Data to use:
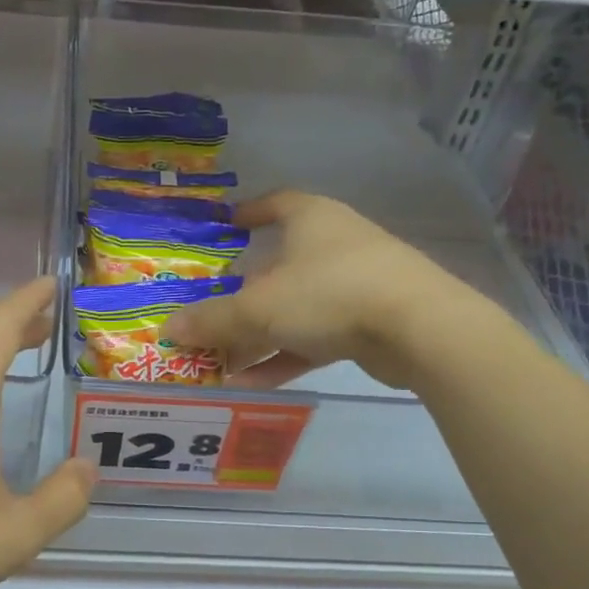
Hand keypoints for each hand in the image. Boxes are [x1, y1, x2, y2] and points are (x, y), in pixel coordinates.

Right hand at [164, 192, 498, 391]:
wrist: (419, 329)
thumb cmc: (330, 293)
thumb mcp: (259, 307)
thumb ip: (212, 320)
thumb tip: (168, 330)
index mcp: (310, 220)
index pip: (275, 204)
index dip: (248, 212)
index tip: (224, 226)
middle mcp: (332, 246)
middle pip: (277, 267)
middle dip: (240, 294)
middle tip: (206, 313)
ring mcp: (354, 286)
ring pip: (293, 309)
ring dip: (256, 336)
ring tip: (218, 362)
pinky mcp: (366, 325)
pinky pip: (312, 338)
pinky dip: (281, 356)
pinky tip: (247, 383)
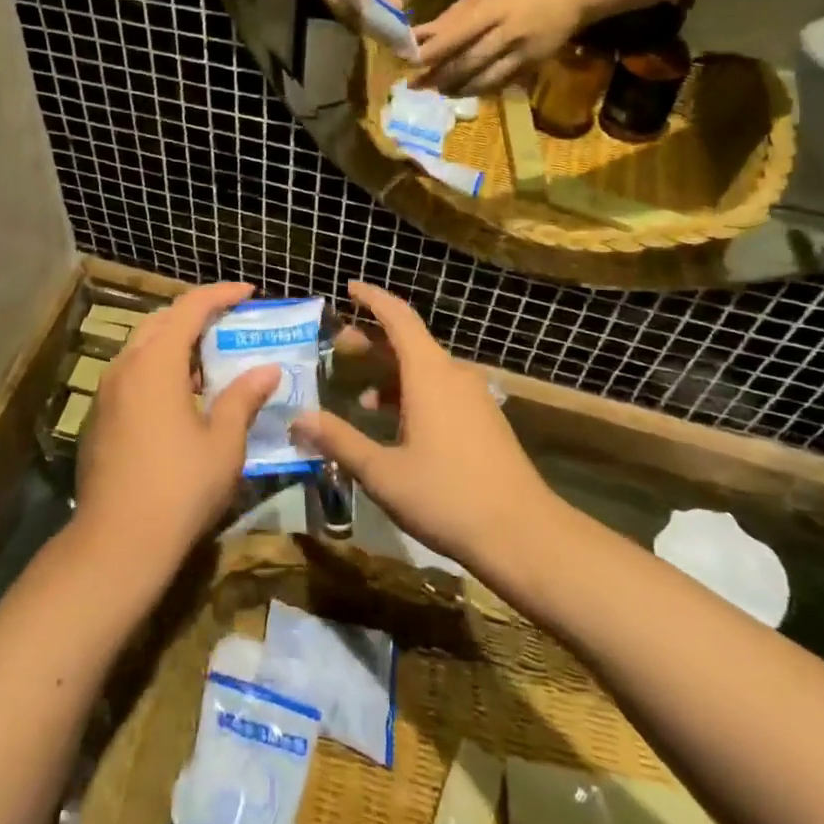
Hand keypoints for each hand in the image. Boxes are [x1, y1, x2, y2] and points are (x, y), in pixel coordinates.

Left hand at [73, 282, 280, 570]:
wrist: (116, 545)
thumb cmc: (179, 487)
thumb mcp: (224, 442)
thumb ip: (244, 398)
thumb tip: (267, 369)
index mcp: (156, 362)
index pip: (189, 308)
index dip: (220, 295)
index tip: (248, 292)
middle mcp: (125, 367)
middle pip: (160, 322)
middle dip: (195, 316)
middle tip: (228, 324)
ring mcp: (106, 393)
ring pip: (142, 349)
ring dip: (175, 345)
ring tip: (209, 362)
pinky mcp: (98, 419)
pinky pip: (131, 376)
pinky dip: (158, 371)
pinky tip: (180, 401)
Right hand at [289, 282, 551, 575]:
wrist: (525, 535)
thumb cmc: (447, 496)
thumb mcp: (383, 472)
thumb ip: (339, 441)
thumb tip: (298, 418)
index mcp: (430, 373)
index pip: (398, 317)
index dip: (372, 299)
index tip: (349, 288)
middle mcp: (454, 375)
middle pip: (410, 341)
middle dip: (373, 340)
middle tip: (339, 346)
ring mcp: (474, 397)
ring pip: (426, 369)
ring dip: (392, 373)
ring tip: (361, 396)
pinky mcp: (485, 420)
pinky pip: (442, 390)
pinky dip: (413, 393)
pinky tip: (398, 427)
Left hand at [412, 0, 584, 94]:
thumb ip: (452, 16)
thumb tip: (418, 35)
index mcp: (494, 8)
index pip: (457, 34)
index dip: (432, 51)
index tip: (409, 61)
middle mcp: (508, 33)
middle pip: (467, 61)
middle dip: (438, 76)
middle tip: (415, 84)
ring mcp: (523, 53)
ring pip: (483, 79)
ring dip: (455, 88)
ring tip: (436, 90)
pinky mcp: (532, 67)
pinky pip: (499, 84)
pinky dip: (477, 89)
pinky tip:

What you have to do: Print the material above word for word, first line through the line with "ring dip: (256, 336)", and leave every picture out.

Reply:
Hand keypoints for each hand in the image. Boxes are [x1, y1, x2, y2] and points are (x, y), in pixel coordinates.

Right hand at [164, 192, 498, 391]:
wrist: (419, 329)
thumb cmc: (330, 293)
thumb mcp: (259, 307)
thumb ip: (212, 320)
thumb tip: (168, 330)
index mcp: (310, 220)
index pip: (275, 204)
index dip: (248, 212)
index tip: (224, 226)
middle mcp: (332, 246)
middle pip: (277, 267)
middle dip: (240, 294)
middle tip: (206, 313)
ring mcp: (354, 286)
ring pip: (293, 309)
ring dip: (256, 336)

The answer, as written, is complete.